Source records
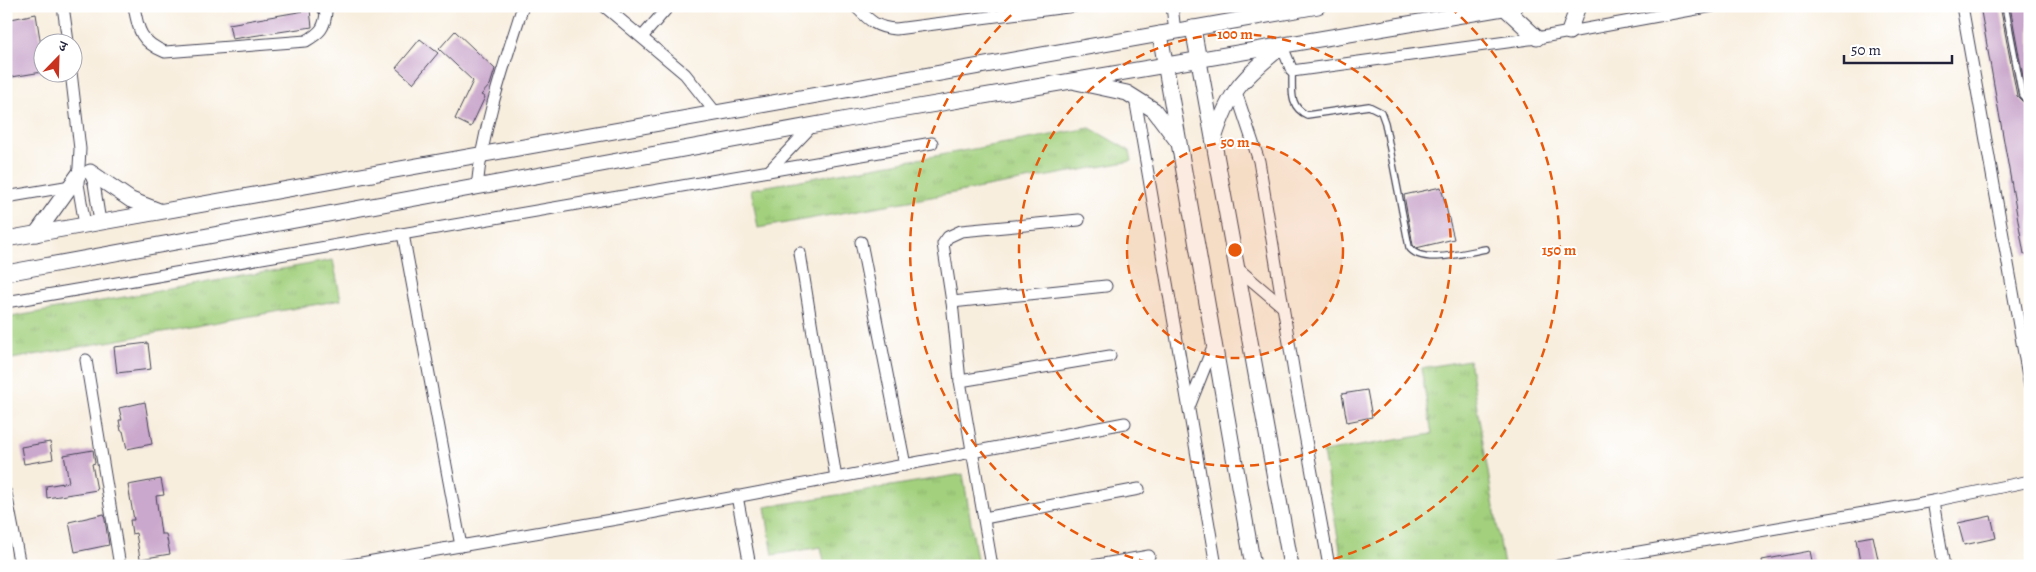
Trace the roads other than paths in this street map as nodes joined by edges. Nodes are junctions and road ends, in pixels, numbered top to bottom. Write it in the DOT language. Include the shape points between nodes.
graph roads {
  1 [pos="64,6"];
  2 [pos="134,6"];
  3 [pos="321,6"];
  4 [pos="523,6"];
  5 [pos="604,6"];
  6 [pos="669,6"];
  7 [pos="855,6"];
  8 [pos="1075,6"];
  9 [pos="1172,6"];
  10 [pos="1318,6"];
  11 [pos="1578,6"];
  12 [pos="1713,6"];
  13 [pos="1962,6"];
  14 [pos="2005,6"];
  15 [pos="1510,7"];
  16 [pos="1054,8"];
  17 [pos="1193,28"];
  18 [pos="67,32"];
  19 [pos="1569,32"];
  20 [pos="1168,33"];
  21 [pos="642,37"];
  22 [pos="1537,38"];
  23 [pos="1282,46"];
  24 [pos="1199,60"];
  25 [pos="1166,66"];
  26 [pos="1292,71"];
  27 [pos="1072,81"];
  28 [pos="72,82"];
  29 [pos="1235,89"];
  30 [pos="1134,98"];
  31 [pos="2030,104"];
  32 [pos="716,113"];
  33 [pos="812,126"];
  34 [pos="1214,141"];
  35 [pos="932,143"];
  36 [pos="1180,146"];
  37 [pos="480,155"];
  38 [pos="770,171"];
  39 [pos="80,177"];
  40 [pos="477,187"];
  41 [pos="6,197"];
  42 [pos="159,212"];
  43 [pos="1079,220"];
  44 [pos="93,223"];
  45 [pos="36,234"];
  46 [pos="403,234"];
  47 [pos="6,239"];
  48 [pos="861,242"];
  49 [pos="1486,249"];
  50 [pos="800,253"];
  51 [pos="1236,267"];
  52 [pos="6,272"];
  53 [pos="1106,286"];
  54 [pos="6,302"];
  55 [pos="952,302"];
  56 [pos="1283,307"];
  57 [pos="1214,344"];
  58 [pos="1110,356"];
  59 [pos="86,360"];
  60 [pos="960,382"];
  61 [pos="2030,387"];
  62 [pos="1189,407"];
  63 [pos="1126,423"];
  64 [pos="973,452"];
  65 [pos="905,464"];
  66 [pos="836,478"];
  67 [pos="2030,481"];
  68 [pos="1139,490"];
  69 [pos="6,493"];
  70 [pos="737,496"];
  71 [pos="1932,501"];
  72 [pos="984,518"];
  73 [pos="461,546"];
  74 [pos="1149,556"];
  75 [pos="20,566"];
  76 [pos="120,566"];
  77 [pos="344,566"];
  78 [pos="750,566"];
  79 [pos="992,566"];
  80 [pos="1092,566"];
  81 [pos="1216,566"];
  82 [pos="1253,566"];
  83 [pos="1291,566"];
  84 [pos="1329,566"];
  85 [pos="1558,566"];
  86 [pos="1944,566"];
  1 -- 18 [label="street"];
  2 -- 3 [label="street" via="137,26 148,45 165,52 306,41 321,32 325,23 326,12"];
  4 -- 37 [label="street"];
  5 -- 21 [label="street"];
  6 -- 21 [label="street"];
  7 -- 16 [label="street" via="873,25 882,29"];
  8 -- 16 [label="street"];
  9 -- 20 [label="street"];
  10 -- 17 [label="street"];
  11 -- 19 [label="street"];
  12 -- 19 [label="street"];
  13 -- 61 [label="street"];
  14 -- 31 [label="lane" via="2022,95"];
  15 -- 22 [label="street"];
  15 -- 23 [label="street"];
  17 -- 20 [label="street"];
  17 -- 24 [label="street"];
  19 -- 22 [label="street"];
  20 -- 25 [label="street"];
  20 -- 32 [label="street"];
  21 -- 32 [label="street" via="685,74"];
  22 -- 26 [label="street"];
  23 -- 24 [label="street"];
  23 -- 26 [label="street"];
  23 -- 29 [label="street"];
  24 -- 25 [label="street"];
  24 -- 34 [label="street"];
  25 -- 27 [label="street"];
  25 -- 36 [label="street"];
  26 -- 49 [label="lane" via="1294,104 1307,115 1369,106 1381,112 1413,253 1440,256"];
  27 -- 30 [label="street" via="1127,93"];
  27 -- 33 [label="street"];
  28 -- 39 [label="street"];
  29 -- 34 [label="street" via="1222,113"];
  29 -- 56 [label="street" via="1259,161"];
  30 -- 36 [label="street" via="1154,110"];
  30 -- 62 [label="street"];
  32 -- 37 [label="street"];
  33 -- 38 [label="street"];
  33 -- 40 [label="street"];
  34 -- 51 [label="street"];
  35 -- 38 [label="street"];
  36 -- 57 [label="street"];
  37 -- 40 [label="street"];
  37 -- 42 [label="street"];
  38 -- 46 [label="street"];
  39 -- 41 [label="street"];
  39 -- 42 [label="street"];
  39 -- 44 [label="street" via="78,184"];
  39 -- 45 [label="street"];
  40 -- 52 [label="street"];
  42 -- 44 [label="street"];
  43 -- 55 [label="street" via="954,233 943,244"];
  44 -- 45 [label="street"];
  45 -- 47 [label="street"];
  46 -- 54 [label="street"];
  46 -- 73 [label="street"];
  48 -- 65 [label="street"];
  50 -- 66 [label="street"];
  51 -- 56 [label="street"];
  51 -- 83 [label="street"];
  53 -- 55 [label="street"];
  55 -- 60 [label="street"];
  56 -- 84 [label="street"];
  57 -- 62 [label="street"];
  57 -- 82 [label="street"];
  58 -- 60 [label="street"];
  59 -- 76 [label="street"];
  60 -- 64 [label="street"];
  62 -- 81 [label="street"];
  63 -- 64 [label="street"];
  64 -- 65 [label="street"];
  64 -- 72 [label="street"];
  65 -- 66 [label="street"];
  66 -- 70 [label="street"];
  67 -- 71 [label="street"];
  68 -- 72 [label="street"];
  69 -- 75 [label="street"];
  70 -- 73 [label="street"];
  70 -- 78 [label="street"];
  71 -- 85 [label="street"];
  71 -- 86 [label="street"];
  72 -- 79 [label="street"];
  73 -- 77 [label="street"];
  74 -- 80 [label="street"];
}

About this task
Look for the string "lane" in the entries above. Copy every line that has it.

Written reply
  14 -- 31 [label="lane" via="2022,95"];
  26 -- 49 [label="lane" via="1294,104 1307,115 1369,106 1381,112 1413,253 1440,256"];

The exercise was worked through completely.